Далее В.К. Харченко указывает на то, что цитации в разговорном дискурсе по объему значительно больше привычных ожиданий. Во многом это связано с национальной традицией чтения, а также традициями школьной дидактики, когда многое заучивалось наизусть. Приплюсуем постоянное воздействие на говорящих печатного и медийного слова: много цитат в языке СМИ, а современные художественные произведения постмодернистской направленности вообще строятся на аллюзиях. Цитатные блоки у Сергея Есина, Андрея Битова, Евгения Фёдорова, Виктории Токаревой, Фазиля Искандера, Вячеслава Пьецуха составляют отличительную, характерную черту почти всех произведений, принадлежащих перу какого-либо из указанных авторов. Что же касается разговорного процесса, здесь не то чтобы «говорящий» заимствовал цитату из газеты ли или из книги, нет, скорее, он заимствует прежде всего сам способ цитирования и те выигрыши, которые им обеспечиваются.

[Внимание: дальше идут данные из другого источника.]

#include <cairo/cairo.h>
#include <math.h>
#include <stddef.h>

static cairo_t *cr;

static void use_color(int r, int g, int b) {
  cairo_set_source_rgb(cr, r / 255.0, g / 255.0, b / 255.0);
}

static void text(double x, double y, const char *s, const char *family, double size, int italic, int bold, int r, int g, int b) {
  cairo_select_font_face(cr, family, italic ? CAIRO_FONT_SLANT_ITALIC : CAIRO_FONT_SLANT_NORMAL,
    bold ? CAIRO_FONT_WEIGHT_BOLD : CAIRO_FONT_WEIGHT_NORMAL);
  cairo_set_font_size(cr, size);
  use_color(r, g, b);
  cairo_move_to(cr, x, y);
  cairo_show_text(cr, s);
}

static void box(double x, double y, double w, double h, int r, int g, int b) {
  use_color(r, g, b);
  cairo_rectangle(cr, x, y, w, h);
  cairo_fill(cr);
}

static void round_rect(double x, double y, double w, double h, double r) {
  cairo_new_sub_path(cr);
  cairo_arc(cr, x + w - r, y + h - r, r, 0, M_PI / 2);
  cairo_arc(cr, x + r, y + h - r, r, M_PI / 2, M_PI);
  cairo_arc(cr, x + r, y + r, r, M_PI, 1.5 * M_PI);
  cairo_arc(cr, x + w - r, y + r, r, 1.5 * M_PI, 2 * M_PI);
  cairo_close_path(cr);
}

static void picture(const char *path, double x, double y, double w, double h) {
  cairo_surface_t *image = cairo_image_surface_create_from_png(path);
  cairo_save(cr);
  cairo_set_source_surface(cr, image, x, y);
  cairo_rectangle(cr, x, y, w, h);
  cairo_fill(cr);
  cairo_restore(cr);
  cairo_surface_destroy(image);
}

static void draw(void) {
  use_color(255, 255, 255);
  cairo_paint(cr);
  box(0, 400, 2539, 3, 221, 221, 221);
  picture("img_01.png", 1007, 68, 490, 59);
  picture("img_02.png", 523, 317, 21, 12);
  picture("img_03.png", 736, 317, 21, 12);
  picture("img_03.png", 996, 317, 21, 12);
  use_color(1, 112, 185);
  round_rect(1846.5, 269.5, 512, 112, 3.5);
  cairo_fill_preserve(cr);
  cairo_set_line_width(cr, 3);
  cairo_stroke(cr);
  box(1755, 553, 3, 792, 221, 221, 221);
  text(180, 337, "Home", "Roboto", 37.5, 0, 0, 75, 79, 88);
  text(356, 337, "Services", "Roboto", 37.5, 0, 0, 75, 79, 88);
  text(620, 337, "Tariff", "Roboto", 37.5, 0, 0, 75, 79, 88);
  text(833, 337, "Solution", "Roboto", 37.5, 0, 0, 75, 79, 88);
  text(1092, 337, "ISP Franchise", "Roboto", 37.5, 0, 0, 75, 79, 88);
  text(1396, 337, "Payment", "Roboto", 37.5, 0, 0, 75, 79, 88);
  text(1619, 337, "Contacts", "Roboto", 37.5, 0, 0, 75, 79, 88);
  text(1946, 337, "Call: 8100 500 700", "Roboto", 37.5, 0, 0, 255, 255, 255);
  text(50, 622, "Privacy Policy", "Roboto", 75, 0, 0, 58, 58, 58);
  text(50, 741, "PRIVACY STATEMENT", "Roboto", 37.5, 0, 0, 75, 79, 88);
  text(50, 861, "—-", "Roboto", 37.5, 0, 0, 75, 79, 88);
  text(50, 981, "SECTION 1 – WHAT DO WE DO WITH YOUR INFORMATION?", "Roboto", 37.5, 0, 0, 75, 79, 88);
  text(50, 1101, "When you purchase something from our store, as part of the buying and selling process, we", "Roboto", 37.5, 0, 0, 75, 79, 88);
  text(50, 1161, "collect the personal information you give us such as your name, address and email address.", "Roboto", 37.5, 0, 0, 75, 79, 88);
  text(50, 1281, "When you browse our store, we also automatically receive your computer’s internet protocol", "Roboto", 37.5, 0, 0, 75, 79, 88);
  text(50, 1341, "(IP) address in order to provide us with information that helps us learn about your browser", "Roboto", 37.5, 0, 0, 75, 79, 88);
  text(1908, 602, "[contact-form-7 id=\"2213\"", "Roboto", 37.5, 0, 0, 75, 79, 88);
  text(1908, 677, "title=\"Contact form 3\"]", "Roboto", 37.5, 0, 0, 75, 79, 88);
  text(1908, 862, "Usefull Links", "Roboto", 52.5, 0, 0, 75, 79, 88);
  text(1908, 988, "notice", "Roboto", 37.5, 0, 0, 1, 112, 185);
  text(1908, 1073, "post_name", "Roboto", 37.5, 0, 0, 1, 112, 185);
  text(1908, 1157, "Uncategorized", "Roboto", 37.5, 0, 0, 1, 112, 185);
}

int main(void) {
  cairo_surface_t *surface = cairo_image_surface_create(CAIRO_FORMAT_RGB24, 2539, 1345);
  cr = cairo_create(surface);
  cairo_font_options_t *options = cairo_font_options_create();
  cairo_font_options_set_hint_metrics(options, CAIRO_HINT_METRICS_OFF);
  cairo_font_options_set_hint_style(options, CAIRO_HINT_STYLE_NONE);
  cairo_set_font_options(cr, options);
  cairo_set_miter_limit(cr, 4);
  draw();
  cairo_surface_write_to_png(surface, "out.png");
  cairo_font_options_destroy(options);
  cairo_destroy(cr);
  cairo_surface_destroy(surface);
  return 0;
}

Вот в публицистике, в политическом дискурсе срабатывают свои пиар-технологии и через «дешевый» прием говорить с народом на языке народа выступающий зарабатывает очки популярности [13: 148-149]. В данном случае такая прагматика, возможно, является следствием специфики газетной интертекстуальности в отличие от интертекстуальности художественной. Так, по мнению И.В. Толочина, интертекст – всегда сжатый парафраз текста-источника, возникающий не непосредственно из самого текста-источника, а опосредованно – через представление о тексте-источнике в культурном тезаурусе читателя. В случаях с журнальными статьями источником интертекста и является собственно культурный тезаурус читателя. Интертекст в журнальных статьях – это компактный текст, состоящий из информации, известной читателю и организованной в соответствии с прагматической установкой того высказывания, в котором интертекст реализуется. «Публицистический» интертекст либо дополняет и поясняет смысл текста, либо усиливает основную идею автора. Что касается поэтической речи, то здесь интертекст может выступать и выступает как основа усложнения смысла, задавая ряд ассоциативных связей между смысловыми структурами текста и интертекста. Это явление становится одним из механизмов формирования именно метафорического смысла [12: 54-70].

Не вызывает сомнения утверждение Л.В. Калашниковой [6: 31] о том, что разгадывание метафоры происходит в силу того, что мышление в человеческом обществе осуществляется по определенным законам. Дискурс может рассматриваться как система, стремящаяся к гармонии, и характеризуется структурированностью, изоморфностью, реккурентностью и пере-одичностью в распределении информативности в текстовом поле. Наличие этих признаков допускает рассмотрение дискурса как саморегулирующейся системы и делает возможным применение правила золотого сечения. Применение правила золотого сечения подтверждает гениальную мысль П. Рикёра о том, что «метафора – одновременно “дар гения” и мастерство геометра, превосходно владеющего “наукой пропорций”». Об этом следует помнить всем, кто оказался во власти интертекстуальной игры, и правы авторы, когда, обыгрывая название своей книги «Старые мехи и молодое вино», указывают на то, что «карнавал все же – лишь видимость обновления, ибо он отталкивается от известного (от старых мехов!), но пытается переосмыслить, переоценить, высмеять его (т.е. влить в них молодое кислое вино)» [8: 9]. О вреде же вливания вина молодого в мехи ветхие мы предупреждены святым Евангелием (Мф 9, 17).